Millions of Americans very welcome news from the IRS about the tax year 2025 to a great extent that is they do not have to file a tax return. This scenario is only possible if the person receives the amount of income that falls at an appropriate level. By raising the standard deduction amounts for 2025, the IRS has lifted the filing threshold so that you are probably not going to have to file your tax return even if your earnings fall into that threshold.
However, this does not mean that all individuals are involved. Your filing status, the type of your available income, and your age all still remain to be the deciding factors. Here’s what to do if you intend to leave your return out of consideration this year.
Who Doesn’t Need to File Taxes in 2025?
The statement of the IRS shows that for the 2025 tax year the standard deduction amounts are:
- a) $15,000 for single filers
- b) $30,000 for married couples who file jointly
- c) $22,500 for heads of the family
In case your total earnings for 2025 do not cross the value of these deductions, and you still do not have some special circumstances (like, say, self-employment income or tax credits to avail of), it is obvious that you will not be required to file your federal tax return.
Why Did the IRS Change the Filing Threshold?
Indeed, every year, the inflation index causes the IRS to make a correction in the standard deduction. So, in 2025, the IRS had to raise the threshold up in line with the increased cost of living brought about by the inflation rate. These shifts help lighten the load of tax on the lower-income people category and directly address the gradual rise in the rate of living.
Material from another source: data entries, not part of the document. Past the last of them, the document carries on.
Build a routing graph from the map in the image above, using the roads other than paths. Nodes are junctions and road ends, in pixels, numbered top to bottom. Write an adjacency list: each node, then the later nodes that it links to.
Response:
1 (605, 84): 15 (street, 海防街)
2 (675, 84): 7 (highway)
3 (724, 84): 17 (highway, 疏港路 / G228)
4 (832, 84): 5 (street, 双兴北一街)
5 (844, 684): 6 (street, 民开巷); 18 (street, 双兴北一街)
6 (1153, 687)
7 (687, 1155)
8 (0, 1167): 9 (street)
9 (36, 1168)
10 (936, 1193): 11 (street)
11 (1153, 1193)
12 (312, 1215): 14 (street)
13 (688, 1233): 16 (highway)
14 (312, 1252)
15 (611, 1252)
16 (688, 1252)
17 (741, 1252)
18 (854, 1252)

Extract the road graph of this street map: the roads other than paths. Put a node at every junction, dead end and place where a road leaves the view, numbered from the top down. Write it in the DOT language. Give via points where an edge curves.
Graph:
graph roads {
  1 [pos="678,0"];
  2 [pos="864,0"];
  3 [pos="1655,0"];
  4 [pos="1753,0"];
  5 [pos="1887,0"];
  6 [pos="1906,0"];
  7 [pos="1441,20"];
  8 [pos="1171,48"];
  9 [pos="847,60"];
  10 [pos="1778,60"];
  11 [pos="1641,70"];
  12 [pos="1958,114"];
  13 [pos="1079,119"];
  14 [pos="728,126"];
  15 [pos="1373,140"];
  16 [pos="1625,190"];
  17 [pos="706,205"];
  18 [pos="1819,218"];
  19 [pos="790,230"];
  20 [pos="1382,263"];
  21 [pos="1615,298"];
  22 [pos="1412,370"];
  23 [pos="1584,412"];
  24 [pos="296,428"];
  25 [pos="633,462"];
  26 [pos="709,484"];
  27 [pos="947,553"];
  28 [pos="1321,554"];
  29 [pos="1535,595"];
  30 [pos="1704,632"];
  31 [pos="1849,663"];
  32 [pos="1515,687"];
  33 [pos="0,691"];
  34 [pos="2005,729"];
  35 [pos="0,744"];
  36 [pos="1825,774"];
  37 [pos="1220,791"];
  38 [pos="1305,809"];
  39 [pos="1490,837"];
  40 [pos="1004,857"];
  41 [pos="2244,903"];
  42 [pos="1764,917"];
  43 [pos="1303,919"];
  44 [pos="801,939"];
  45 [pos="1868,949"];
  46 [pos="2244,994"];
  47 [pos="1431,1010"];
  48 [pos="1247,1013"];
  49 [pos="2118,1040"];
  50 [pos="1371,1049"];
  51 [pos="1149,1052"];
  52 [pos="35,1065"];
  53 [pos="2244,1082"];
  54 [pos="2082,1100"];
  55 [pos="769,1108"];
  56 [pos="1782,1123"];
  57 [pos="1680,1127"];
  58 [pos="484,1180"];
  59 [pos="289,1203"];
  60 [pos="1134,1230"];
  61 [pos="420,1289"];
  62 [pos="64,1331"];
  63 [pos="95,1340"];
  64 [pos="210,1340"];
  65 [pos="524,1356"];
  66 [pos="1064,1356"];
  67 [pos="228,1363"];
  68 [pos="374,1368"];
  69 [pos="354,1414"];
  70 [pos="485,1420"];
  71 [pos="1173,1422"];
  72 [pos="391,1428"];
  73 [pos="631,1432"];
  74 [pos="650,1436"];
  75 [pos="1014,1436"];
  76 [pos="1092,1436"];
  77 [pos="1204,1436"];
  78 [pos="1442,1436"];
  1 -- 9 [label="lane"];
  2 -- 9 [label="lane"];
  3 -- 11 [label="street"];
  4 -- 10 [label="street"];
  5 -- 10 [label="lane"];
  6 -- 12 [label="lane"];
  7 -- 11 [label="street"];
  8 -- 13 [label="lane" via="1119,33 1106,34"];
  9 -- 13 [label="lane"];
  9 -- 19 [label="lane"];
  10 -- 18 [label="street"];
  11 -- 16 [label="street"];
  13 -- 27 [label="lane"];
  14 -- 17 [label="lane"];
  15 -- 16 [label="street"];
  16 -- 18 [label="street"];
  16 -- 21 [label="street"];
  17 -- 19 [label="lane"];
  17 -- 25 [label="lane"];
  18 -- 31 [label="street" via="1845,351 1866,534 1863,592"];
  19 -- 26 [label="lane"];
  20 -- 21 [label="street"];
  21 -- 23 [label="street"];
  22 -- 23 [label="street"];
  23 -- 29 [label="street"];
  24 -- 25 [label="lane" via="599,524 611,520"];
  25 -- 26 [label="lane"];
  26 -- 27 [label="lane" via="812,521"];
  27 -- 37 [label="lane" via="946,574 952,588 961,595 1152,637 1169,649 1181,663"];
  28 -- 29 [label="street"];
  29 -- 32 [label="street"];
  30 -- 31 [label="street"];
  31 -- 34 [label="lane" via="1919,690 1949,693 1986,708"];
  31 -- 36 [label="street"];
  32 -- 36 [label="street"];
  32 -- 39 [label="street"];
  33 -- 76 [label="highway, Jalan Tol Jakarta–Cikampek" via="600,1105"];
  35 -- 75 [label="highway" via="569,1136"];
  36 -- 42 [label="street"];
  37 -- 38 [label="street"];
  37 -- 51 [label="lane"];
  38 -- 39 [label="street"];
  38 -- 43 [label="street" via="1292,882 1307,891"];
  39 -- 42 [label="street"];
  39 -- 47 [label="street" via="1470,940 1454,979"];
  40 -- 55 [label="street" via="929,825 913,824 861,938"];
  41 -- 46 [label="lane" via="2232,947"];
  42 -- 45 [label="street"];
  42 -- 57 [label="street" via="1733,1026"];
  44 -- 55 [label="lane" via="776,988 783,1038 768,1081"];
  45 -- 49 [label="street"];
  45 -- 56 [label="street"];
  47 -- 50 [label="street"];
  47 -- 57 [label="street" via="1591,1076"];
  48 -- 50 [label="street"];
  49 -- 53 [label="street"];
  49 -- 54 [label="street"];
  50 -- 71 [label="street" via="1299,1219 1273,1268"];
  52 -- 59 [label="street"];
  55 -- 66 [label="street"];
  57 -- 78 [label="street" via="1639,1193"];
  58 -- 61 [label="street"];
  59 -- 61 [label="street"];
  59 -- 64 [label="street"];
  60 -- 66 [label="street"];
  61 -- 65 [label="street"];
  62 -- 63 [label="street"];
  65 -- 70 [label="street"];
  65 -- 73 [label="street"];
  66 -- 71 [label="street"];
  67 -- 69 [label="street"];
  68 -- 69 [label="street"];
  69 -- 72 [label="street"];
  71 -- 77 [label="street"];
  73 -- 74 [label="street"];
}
The new set of brackets is just a small part of a series of changes introduced by the IRS for the 2025 tax period. You can learn more by visiting the IRS inflation adjustments
.
Not Everyone Qualifies – Read About the Exemptions
Granted it is a sigh of relief but it surely does not mean that everyone is a candidate to be excused by the law away from tax firing. Some of the exceptions are listed here:
- Dependents: Provided you are claimed as a dependent on someone else’s tax return your filing status is subject to different rules. For 2025, the deduction is the greatest of $1,350 or your earned income plus $450, up to the standard amount.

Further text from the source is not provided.